The best way the government can reduce the overreliance on loans and also reduce the public sector debt is to increase domestic revenue mobilization, Director of the Institute of Social, Statistical and Economic Research (ISSER) of the University of Ghana, Professor Peter Quartey, has said.
Prof Quartey was cautiously optimistic that Ghana will be able to reduce its debt in the next two to three years owing to the measures introduced by the GRA.
He explained on the Business Focus Programme on TV3 Monday April 19 that this is due to the measures introduced by the Ghana Revenue Authority (GRA) to maximize domestic revenue mobilization.
He told host Alfred Ocansey that “At the moment our revenue to GDP ratio is below the threshold. Unless we show commitment to enhance our revenue generation we will continue to be in this kind of situation.
“I have seen efforts on the part of GRA to do what I call digitization to minimize the human interface in terms of revenue generation. If we are able to sustain that and are successful then I am very sure that in the medium term, in the next two to three years, we will enhance our revenue generation and reduce our dependency on loans and our debt to GDP ratio will certainly come down.
“Debt to GDP is a combination of two factors, total debt stock and as well as gross domestic product. If we grow our GDP, the projection is that we are going to grow by 5 per cent. If we are able to do that as well as continually reduce our debt levels GDP ratio is likely to come down.

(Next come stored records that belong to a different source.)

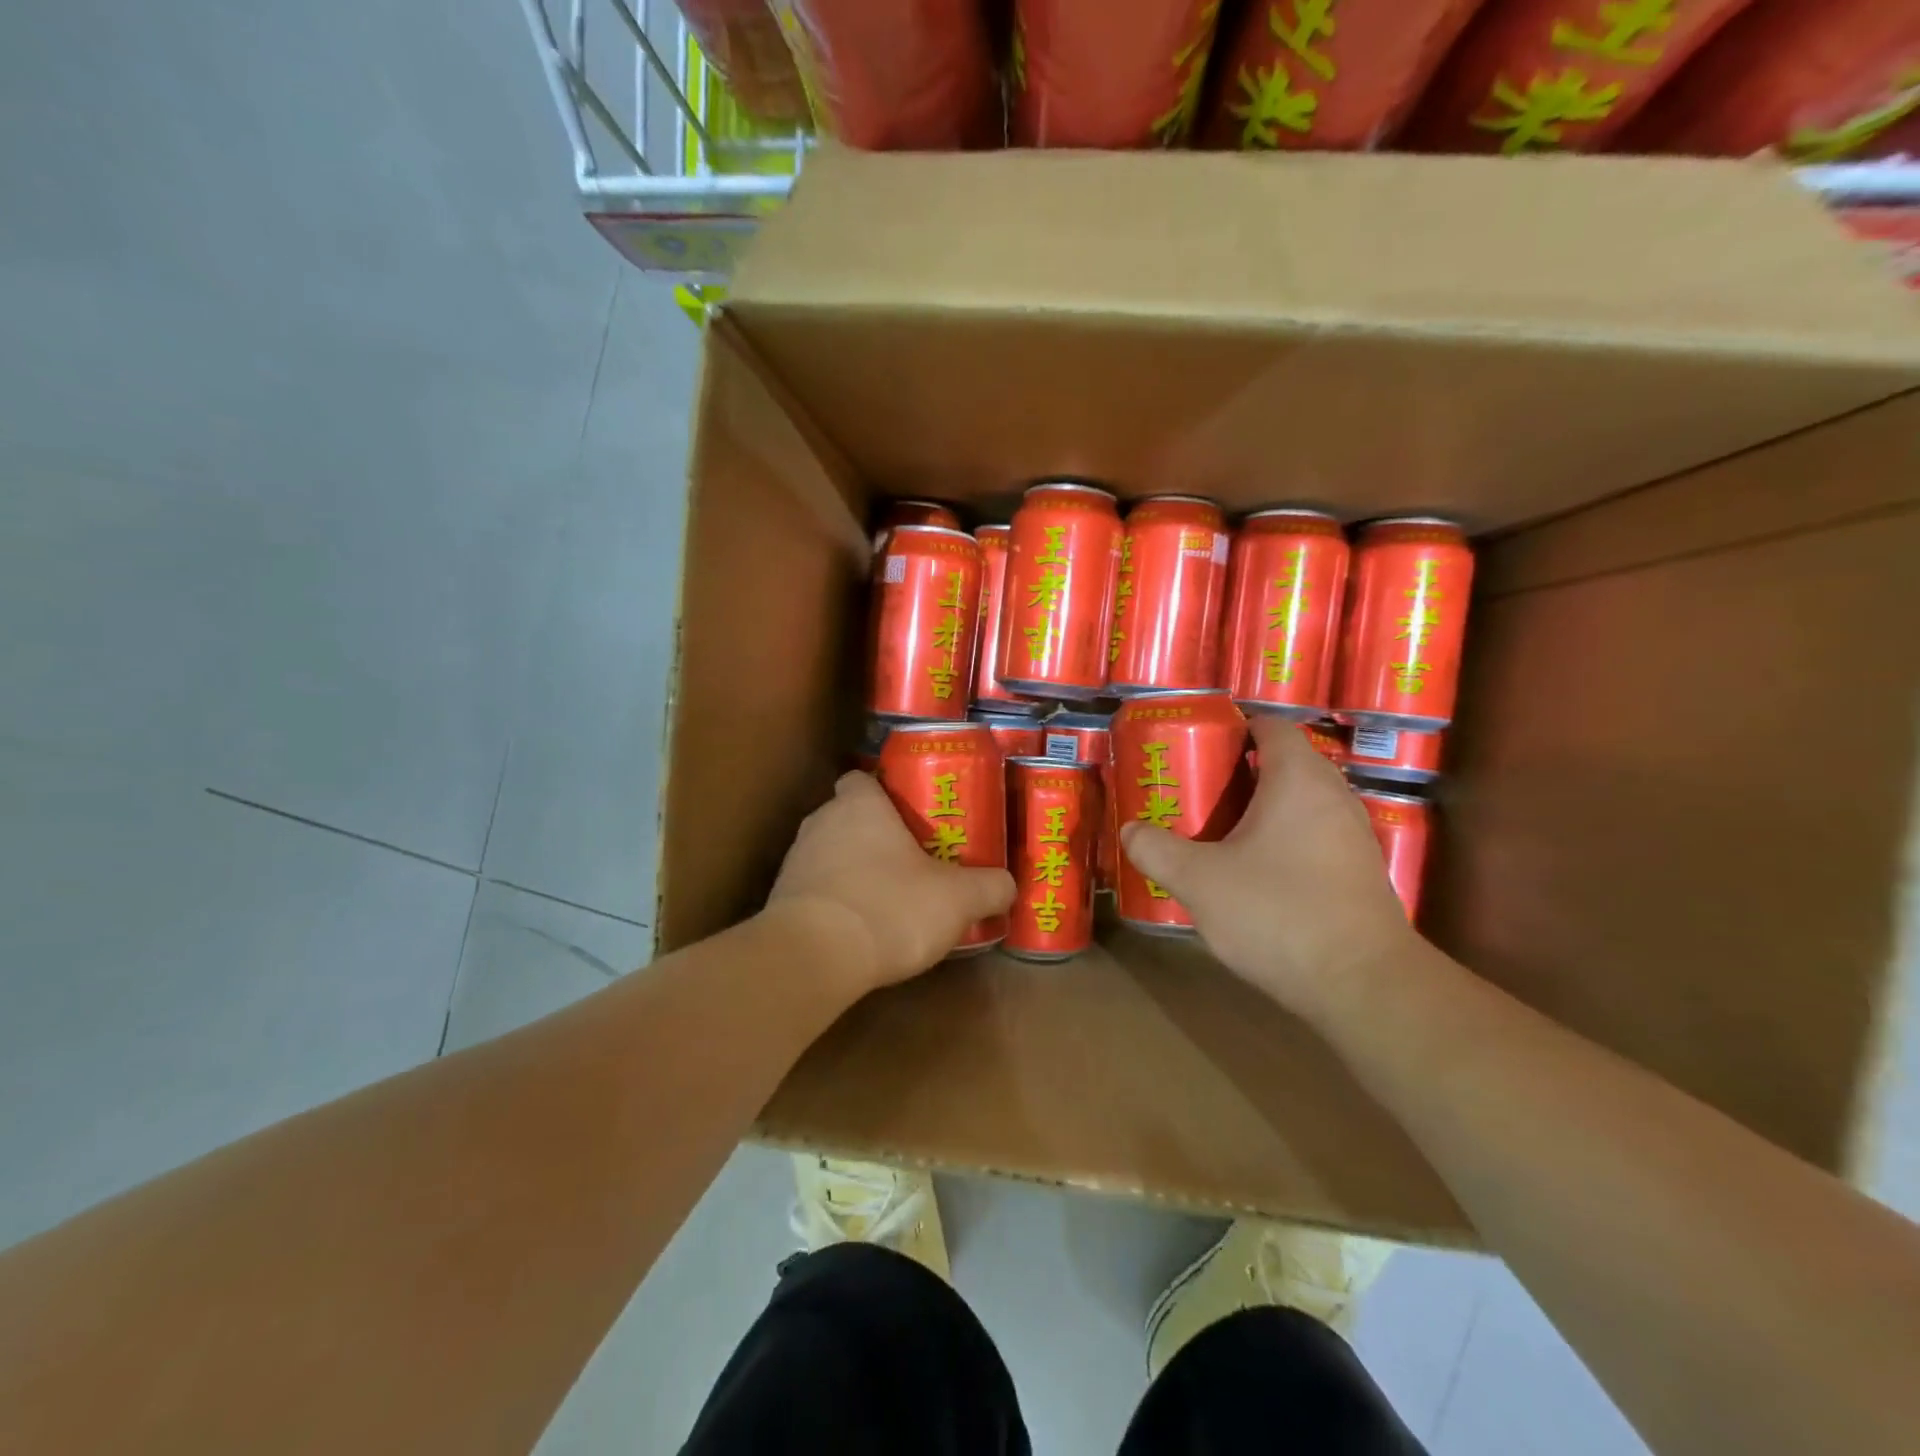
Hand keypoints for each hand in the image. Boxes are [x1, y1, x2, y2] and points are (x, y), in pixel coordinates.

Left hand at [769, 771, 1015, 995]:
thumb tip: (1008, 885)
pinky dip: (836, 900)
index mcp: (860, 806)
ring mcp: (797, 861)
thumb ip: (989, 887)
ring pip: (830, 852)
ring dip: (854, 868)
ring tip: (888, 895)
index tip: (909, 813)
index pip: (862, 779)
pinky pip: (816, 889)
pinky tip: (861, 926)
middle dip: (875, 833)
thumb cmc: (889, 907)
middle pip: (848, 816)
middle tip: (911, 857)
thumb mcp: (957, 899)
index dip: (883, 791)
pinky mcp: (782, 900)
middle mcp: (821, 823)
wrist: (814, 958)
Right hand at [1120, 715, 1416, 1020]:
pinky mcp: (1361, 872)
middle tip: (1198, 789)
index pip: (1272, 726)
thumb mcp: (1200, 881)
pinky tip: (1256, 872)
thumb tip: (1129, 830)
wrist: (1363, 984)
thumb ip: (1157, 850)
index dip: (1235, 728)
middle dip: (1241, 771)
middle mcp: (1334, 796)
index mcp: (1298, 780)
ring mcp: (1354, 835)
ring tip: (1220, 831)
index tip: (1198, 746)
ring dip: (1263, 808)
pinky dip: (1285, 839)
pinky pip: (1316, 835)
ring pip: (1302, 802)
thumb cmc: (1277, 913)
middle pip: (1287, 763)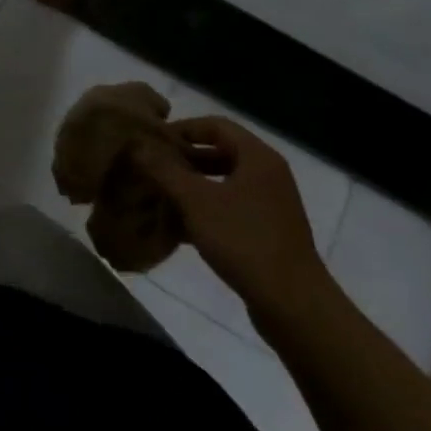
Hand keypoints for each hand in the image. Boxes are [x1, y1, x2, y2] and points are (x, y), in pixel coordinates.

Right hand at [133, 116, 330, 323]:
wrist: (294, 306)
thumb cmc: (244, 240)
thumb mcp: (196, 200)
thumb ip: (164, 170)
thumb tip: (136, 145)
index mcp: (257, 157)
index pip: (215, 125)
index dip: (183, 128)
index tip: (154, 141)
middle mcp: (268, 175)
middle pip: (220, 152)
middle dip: (184, 158)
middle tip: (152, 166)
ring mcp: (270, 205)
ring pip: (223, 182)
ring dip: (192, 185)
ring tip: (160, 193)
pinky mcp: (268, 232)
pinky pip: (231, 208)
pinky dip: (206, 209)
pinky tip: (179, 225)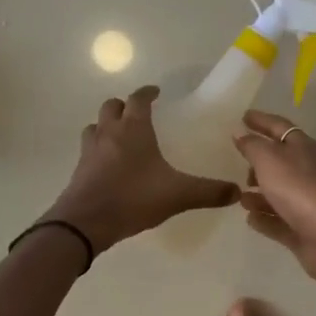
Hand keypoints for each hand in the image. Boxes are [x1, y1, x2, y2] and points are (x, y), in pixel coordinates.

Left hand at [46, 87, 238, 253]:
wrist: (85, 222)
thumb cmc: (133, 198)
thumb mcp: (178, 195)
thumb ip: (208, 192)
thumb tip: (237, 191)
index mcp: (133, 128)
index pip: (138, 98)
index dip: (147, 93)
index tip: (156, 92)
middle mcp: (110, 132)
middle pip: (112, 106)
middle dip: (124, 106)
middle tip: (138, 114)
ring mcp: (90, 149)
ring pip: (95, 125)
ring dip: (107, 125)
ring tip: (120, 136)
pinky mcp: (79, 169)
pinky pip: (88, 149)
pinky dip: (97, 148)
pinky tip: (107, 164)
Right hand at [234, 110, 315, 285]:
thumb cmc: (301, 187)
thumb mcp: (270, 159)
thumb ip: (253, 146)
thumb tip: (240, 132)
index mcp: (304, 147)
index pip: (279, 127)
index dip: (261, 121)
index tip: (244, 117)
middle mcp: (308, 171)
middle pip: (282, 161)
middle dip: (260, 160)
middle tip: (240, 162)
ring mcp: (309, 202)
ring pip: (280, 192)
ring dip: (259, 192)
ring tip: (240, 195)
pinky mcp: (305, 229)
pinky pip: (280, 220)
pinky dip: (265, 218)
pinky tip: (250, 219)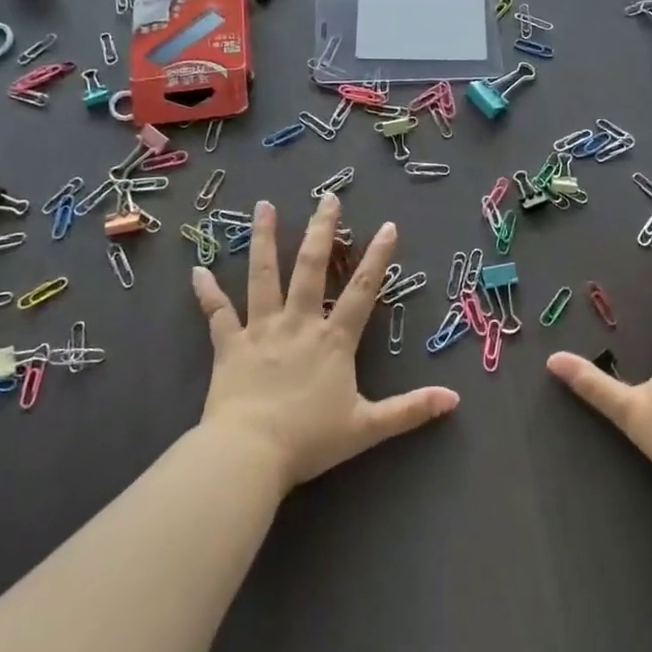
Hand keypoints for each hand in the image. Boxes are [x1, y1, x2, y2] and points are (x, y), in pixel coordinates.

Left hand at [191, 193, 458, 488]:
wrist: (249, 454)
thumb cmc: (309, 440)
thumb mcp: (367, 427)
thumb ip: (410, 410)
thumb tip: (454, 399)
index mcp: (333, 340)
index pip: (362, 290)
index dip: (377, 257)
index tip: (387, 226)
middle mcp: (298, 323)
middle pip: (311, 268)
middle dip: (321, 230)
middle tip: (327, 197)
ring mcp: (261, 330)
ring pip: (263, 276)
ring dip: (264, 239)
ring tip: (264, 206)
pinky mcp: (229, 346)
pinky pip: (217, 313)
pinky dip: (207, 292)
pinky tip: (197, 269)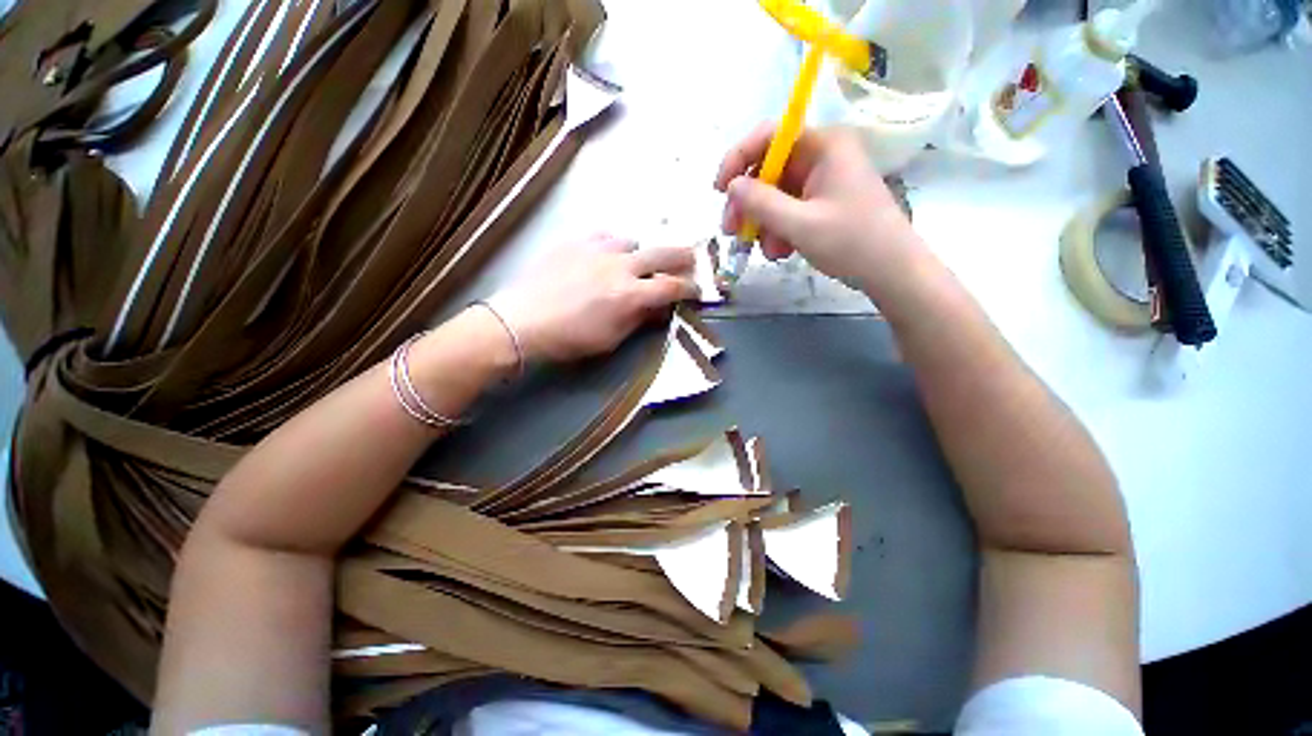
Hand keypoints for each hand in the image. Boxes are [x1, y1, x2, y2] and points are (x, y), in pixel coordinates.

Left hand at [490, 235, 699, 361]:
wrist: (522, 321)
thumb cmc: (570, 339)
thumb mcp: (612, 338)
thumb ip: (640, 319)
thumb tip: (662, 309)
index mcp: (630, 295)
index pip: (672, 287)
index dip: (691, 288)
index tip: (698, 291)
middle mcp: (620, 266)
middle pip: (663, 253)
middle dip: (683, 258)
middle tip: (691, 261)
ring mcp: (597, 249)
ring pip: (633, 241)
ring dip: (642, 254)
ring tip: (636, 265)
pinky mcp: (576, 241)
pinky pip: (605, 236)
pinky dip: (614, 246)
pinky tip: (607, 256)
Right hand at [715, 123, 918, 290]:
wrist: (891, 272)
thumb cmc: (852, 243)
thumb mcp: (800, 225)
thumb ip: (761, 204)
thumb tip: (731, 187)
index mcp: (824, 146)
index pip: (770, 135)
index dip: (739, 158)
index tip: (720, 190)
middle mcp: (821, 156)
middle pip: (768, 169)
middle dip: (748, 202)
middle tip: (733, 231)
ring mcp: (821, 181)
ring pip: (773, 194)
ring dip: (762, 223)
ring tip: (768, 250)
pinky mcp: (820, 203)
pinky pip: (786, 210)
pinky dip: (777, 230)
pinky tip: (781, 251)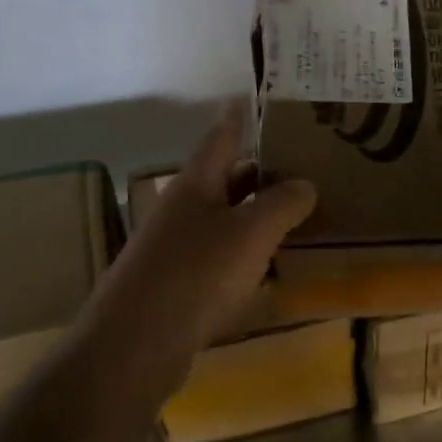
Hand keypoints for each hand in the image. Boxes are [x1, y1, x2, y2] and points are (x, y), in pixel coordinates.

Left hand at [84, 100, 316, 395]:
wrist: (137, 343)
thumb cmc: (197, 274)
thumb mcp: (251, 232)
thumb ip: (282, 204)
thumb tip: (305, 185)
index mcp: (195, 186)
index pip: (220, 139)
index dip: (236, 118)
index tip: (247, 97)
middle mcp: (182, 211)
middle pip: (224, 181)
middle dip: (258, 172)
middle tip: (299, 166)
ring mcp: (175, 250)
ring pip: (224, 222)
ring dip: (255, 217)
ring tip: (296, 215)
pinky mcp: (177, 286)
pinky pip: (219, 259)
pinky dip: (246, 256)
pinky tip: (271, 269)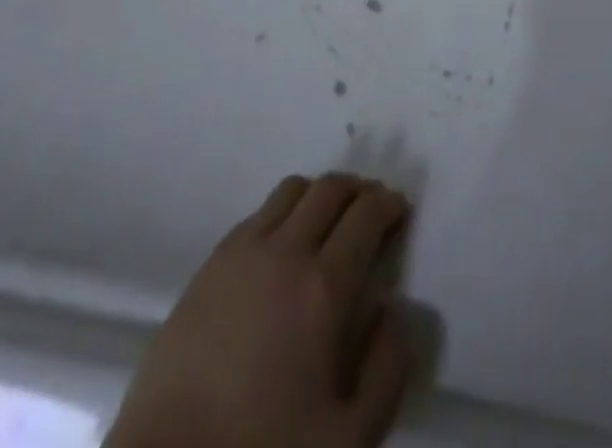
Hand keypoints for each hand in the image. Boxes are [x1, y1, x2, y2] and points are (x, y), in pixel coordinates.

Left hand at [107, 174, 411, 447]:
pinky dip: (284, 212)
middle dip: (359, 190)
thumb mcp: (351, 437)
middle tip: (372, 210)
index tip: (400, 211)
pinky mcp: (210, 263)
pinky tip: (285, 247)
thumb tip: (393, 308)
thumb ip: (387, 367)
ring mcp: (242, 251)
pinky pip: (258, 214)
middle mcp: (285, 250)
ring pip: (292, 190)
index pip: (366, 214)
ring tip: (330, 222)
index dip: (389, 204)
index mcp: (324, 286)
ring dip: (320, 194)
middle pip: (330, 189)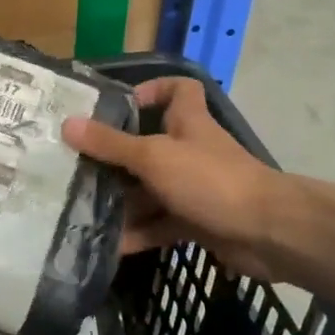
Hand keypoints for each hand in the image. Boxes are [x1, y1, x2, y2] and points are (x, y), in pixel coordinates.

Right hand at [62, 76, 279, 277]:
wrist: (267, 232)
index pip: (178, 89)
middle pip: (150, 145)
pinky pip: (160, 223)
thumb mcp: (153, 157)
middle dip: (117, 157)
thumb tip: (67, 124)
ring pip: (151, 189)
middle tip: (78, 167)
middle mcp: (190, 150)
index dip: (152, 89)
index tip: (120, 105)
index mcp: (188, 122)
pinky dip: (138, 233)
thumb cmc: (210, 180)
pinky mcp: (197, 221)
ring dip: (122, 200)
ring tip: (82, 208)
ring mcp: (195, 188)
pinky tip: (109, 244)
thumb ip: (111, 144)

“So, I am cautiously optimistic that we might be able to reduce our debt to GDP ratio in the next two to three years.”
The 2021 budget statement presented to parliament by leader of government business Osei Kyei-Mensah-Bonsu said the total debt rose from 122billion in 2019 to 291.6billion as at the end of December 2020.
This deficit, according to the budget, includes the cost of the financial sector cleanup up.
Dr Lord Mensah, a senior lecturer at the University of Ghana Business School, has said a critical analysis of the budget statement for the 2021 fiscal year shows that Ghana’s debt situation has gone beyond the 76 per cent to record 85 per cent of Gross Domestic Product (GDP).
Speaking on the Key Points on TV3 Saturday March 27 in relation to the vetting of Finance Minister-designate Ken Ofori Atta, Dr Lord Mensah said “If you go through the interest payment that we are supposed to have , the financing gap we have created out of the budget is about 41billion and over which we are going to finance and then in the same budget it was stated that our debt stock was around 240 plus billion.
“If you put all these together and then you relate it to our GDP which is about 440plus billion , you will realize that we are heading towards about 85 per cent for more than the 76 per cent that has been put out.
“If you look at the budget we are hitting around 85 per cent. If you look at the recent statement that came from the World Bank they are projecting our debt by 2023 to be about 81 per cent of our GDP. I was not surprised.”
“If you underreport and in the end you turn around and tell them to pay something it will be difficult to explain that to them.
“So, reporting and fully reporting discourse is very important. When it comes to public service there is nothing like mandatory disclosure and then disclosure that you can hold on. For me, the more information you give out to the public the better it is for them to understand you when you are going out with your fiscal policies by introducing taxes. I think we should better in reporting.
“But I understand where the Finance Minister is coming from because , these are information that when it get out there people will be saying even our debt level is now 80 to 85 per cent but implicitly if you take the budget critically and you analyze , you will realize that the debt that we have in there as expected by end of the year is even more than 85 per cent of our GDP.”